Ian Williams: An Updated Race Equivalency Calculator Attempt
Ian Williams: An updated formula for marathon-running success
This is another attempt by someone in trying to optimize the marathon race equivalency calculation portion. There's little doubt that the 5k, 10k, and HM relationships are strong. But the M sits atop the mountain with a difficulty unlike the others in properly estimating finish time from other race distances previously completed. Why is it even important to have a good race equivalency going into a race day? Well, running a marathon can literally come down to a few seconds per mile vs best performance and literal blow-up. It all comes down to the physiological difference between the M and the other races. Once you pass a certain threshold the ticking time bomb that is pace will starting counting down. And unless you pace perfectly, things can go haywire quick.
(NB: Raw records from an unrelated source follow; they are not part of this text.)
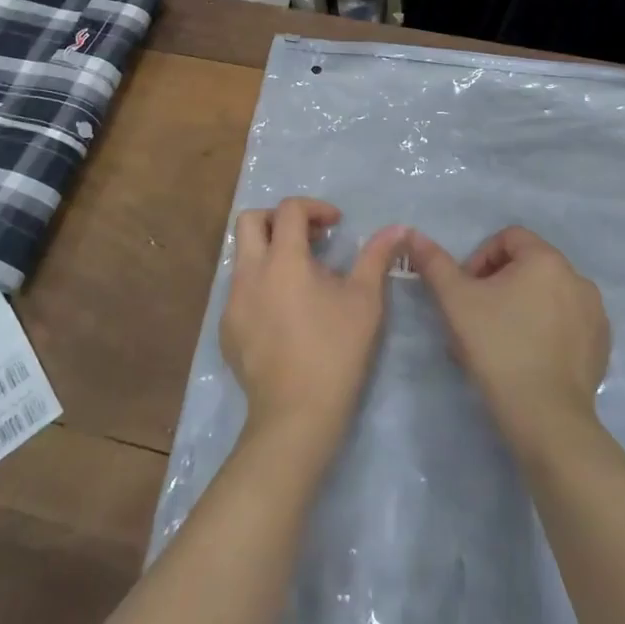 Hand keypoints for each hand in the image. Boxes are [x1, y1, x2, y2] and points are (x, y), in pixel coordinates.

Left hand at [222, 198, 406, 448]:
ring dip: (269, 252)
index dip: (314, 208)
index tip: (336, 225)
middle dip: (279, 219)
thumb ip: (377, 257)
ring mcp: (232, 303)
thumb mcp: (365, 300)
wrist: (296, 416)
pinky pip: (239, 291)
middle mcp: (249, 273)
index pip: (289, 210)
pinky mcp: (227, 330)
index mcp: (282, 260)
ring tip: (301, 277)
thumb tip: (397, 228)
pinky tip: (285, 313)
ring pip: (242, 257)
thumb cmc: (336, 351)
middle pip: (251, 221)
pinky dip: (260, 285)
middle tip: (309, 237)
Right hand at [404, 226, 610, 455]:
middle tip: (478, 316)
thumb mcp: (456, 301)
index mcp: (546, 260)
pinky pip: (568, 322)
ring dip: (522, 306)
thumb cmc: (497, 348)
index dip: (480, 259)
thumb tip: (412, 234)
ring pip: (548, 295)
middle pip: (528, 265)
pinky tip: (528, 356)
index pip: (508, 238)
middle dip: (499, 284)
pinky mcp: (601, 345)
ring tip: (500, 339)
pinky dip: (547, 329)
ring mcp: (595, 313)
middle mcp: (578, 278)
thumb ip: (434, 263)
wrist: (545, 418)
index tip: (466, 292) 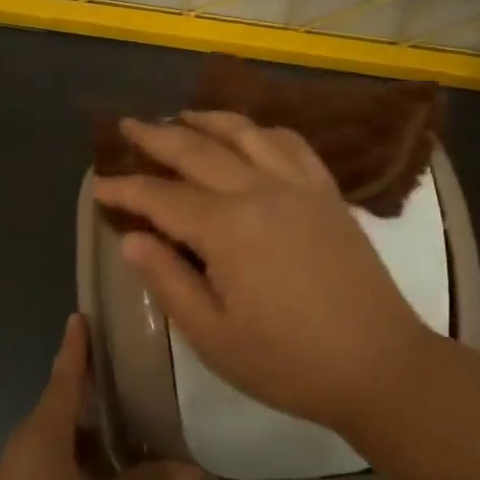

So a good race equivalency or honest assessment of race day goal pace can be extremely beneficial. The classic formula used in most online calculators is Peter Rigel's formula:
M = HM x 2^1.06
Which means your M is 2.08 times slower than your HM.
I've previously reviewed a new-age calculation from Vickers (LINK TO COME).
So let's dive right into Ian Williams attempt at adjusting the classic marathon race equivalency calculator.
Sample size - 1071 different HM to M relationships. Good, but about half the size of Vickers data set (although Vickers used 5k, 10k, and HM performances). Williams did cut the data set to runners who had completed at least 5 HM and Ms, thus more experienced runners who knew what they were getting themselves into.
Sample collection - An internet "logging system" open to anyone using fetcheveryone.com to find participants. The article does not speak to potential issues of representativeness and selection bias. I'm not terribly concerned about the selection bias. There is literally no data as to whether this data set resembles a normal population set (male/female/age/training history/representative finishing times, etc.). I have reason to believe that the majority of William's data set is from runners at 2:00 half marathon or less (based on the displayed data and groups he chooses to display). The male median time in this study was UNK for the marathon versus 4:11 for NYC marathon, and 4:16 for Running in the USA. The female median time in this study was UNK, 4:38 in NYC, and 4:41 in Running in the USA. So my best guess on what I can surmise from the data set is that while the median national time is close to 4:16-4:41 in the US, very little of this data set (if at all) was based on runners around or slower than the national average.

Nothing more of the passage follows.